- What are the development phases and scope for Warm reboot
- What are the major steps to perform docker warm upgrade?
- Is there kernel warm reboot cmd line like fast-reboot?
- SAI API change use cases
- OID restore approaches: View comparison and idempotent libsairedis API
- What is the requirement on libsai as to planned/unplanned warm restart?
- How to determine the success/failure of warm restart?
Phase 1
: docker warm restart: swss, BGP
Phase 2
: docker warm restart: teamd, syncd(including libsai/SDK).
Phase 3
: system warm reboot: all remain parts: DB data save and restore, Linux environment graceful restore and etc.
- Config
Enable warm restart for specific docker and provide timer value if default value doesn't fit your environment.
Ex.
root@sonic:/home/admin# config warm_restart enable swss
root@sonic:/home/admin# show warm_restart config
name enable timer_name timer_duration
------ -------- ------------ ----------------
swss true NULL NULL
Or enable warm restart at system level, it implicitly enable docker level warm restart.
Ex.
root@sonic:~# config warm_restart enable
root@sonic:~# show warm_restart config
name enable timer_name timer_duration
------ -------- ------------ ----------------
swss true NULL NULL
system true NULL NULL
- Do docker upgrade
upgrade_docker command is designed to facilitate this task. Mandatory parameters: docker name, tag for new docker image, docker image path.
Ex.
sonic_installer upgrade_docker --cleanup_image swss swss_test_02 ./docker-orchagent-brcm_test_02.gz
More options are to be provided like whether to enforce stringent state check and validation.
- Docker warm restart
For simple docker warm restart, after the config step, just use systemd command. Ex.
systemctl restart swss
Yes, new system level warm reboot command will be provided. Since system warm reboot involves more state save and restore work, more options are needed compared with fast-reboot.
In general, it is expected all data plane service affecting SAI api shall be backward compatible. If we see such cases that backward compatibility is broken in the future, they'll be handled case by case.
The similar requirement for SONiC as to libsai redis interface, though likely it may have more freedom of version changes.
Both approaches have been under development and testing. Current status:
SONiC libsairedis API idempotence support
A series of virtual switch test cases have been implemented, and end to end integration testing as to swss docker warm restart/upgrade have been done based on this solution.

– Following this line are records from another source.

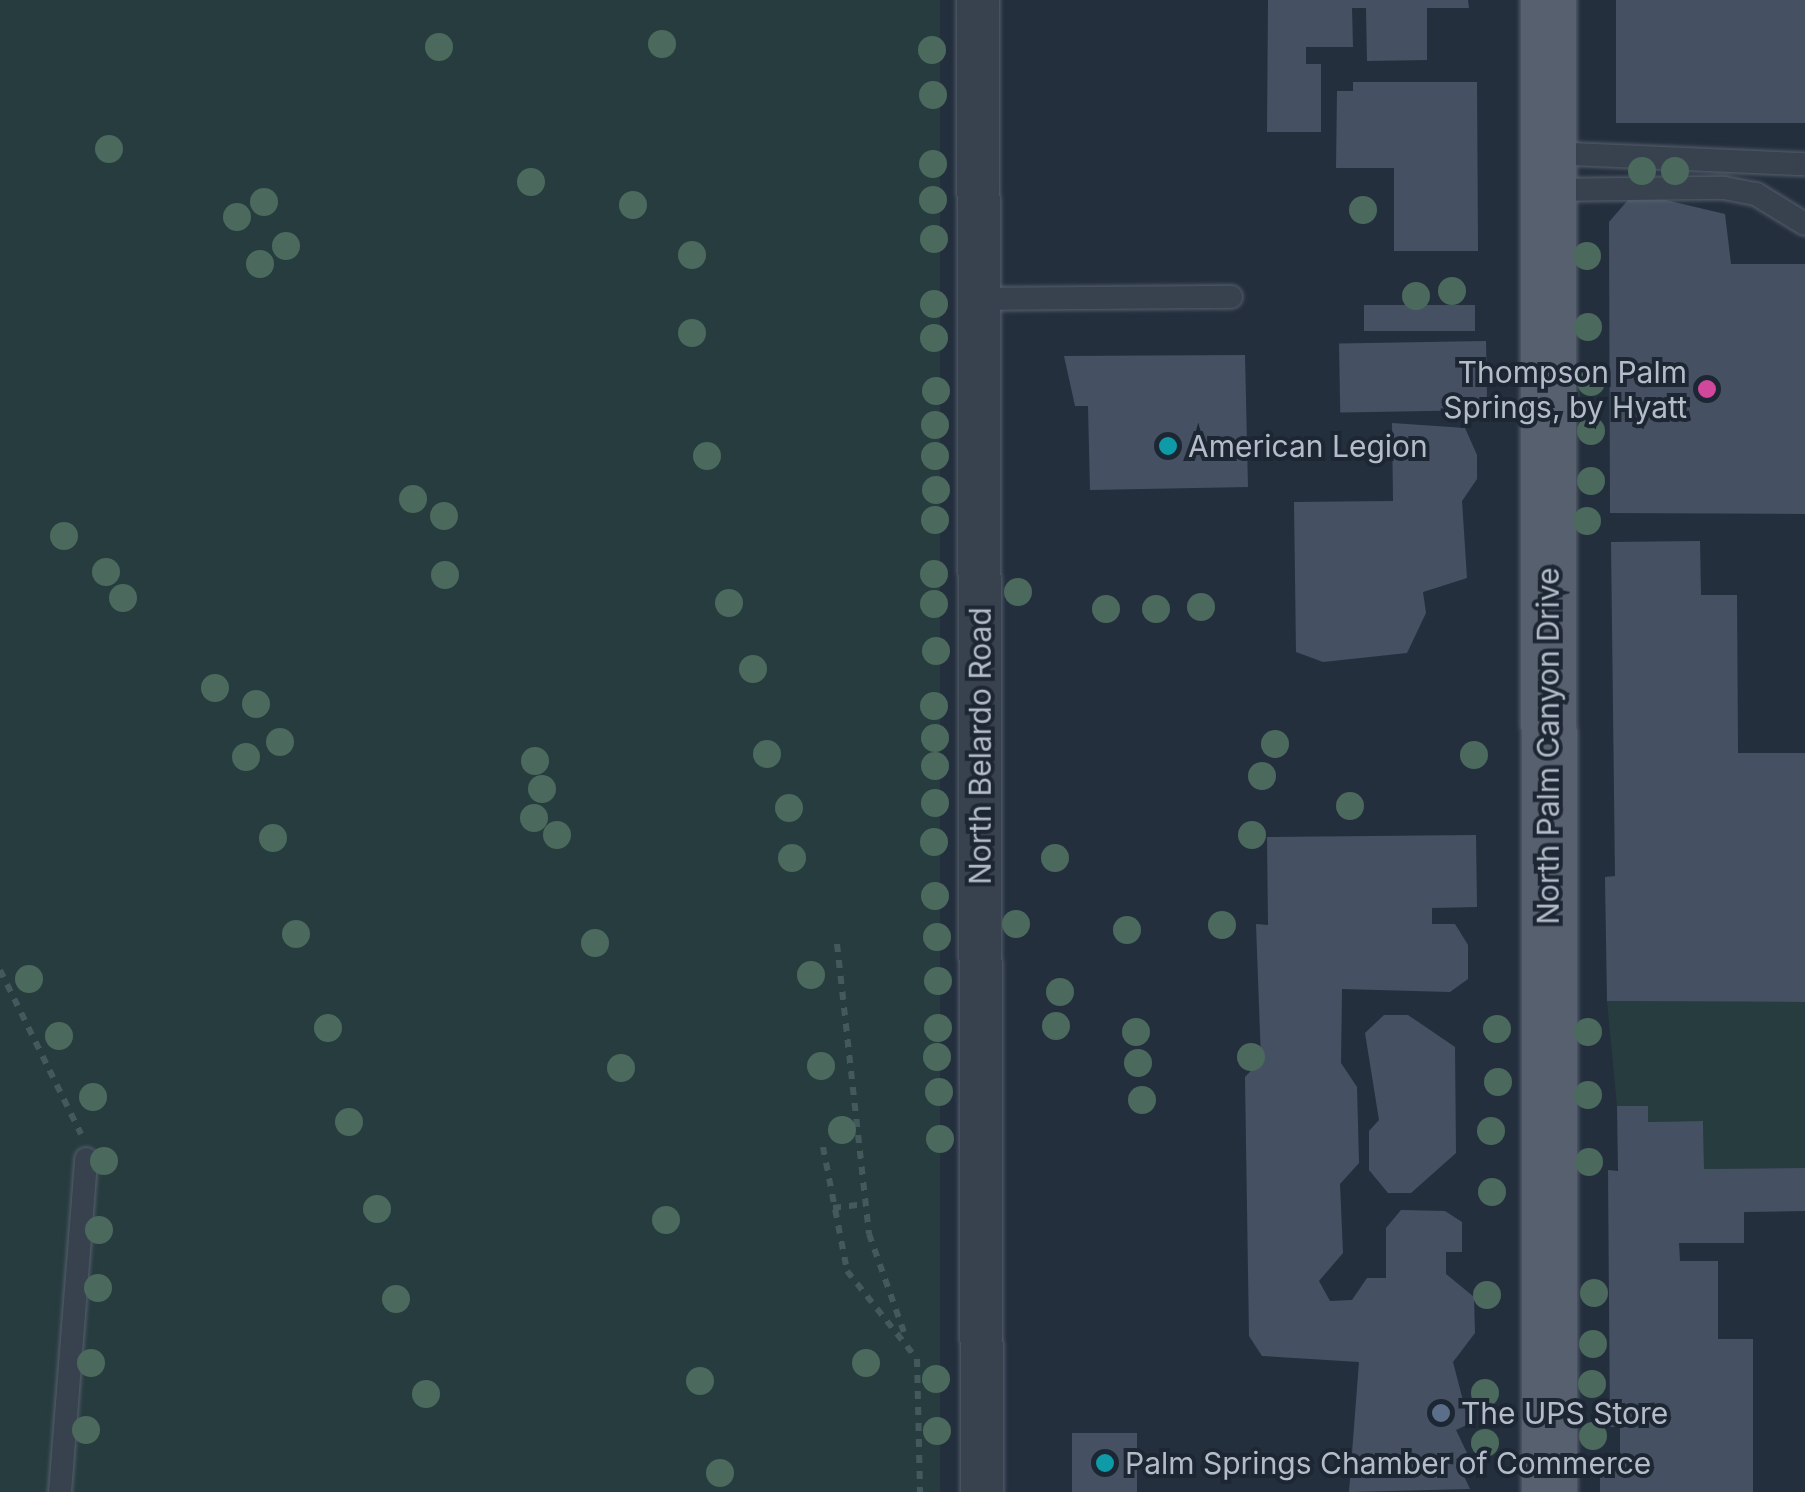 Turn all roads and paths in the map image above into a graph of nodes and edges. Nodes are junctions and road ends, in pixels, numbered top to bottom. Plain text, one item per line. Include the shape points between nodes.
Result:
1 (978, 0) edge
2 (1548, 0) edge
3 (1797, 165) edge
4 (1548, 172) junction
5 (1785, 209) junction
6 (1805, 224) edge
7 (1231, 297) dead end
8 (979, 299) junction
9 (837, 944) dead end
10 (0, 970) edge
11 (823, 1146) dead end
12 (86, 1159) joint
13 (865, 1204) junction
14 (833, 1208) junction
15 (905, 1335) junction
16 (60, 1492) edge
17 (920, 1492) edge
18 (982, 1492) edge
19 (1549, 1492) edge

1 - 8 street, North Belardo Road
2 - 4 main road, North Palm Canyon Drive
3 - 4 lane
3 - 5 lane
4 - 5 lane via 1724,188
4 - 19 main road, North Palm Canyon Drive
5 - 6 lane
7 - 8 lane
8 - 18 street, North Belardo Road
9 - 13 path
10 - 12 path via 56,1070
11 - 14 path
12 - 16 lane
13 - 14 path
13 - 15 path
14 - 15 path via 853,1283
15 - 17 path via 918,1359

No official review for the code change yet, also some restructuring is needed to make it more independent of existing libsairedis code file and flow.
It is desired to be able to switch the feature on and off with one simple command.
This file contains major part of the implementation (not complete):
Not available yet.
Major code changes are already in sycd repo, but not being actively used in SONiC code logical flow, nor have been verified in production environment as of today.
There are unit test cases available at syncd docker only, but integration test is to be done.
Only planned warm restart is mandatory. SONiC will issue explicit request to libsai/SDK for warm restart.
Warm restart is usually performed in two steps: state restore and state sync up. For start restore, based on configuration, a series of state consistency check and validation could be done to ensure application has reached the desired state.
State sync up is a little tricky, since application is trying to get synchronized with lastest state which is not deterministic. Current idea is to have an application specific timer to guard this process. Once timer expires, the sync up processing is treat as done and successfull. Each application should apply its own internal speicific check.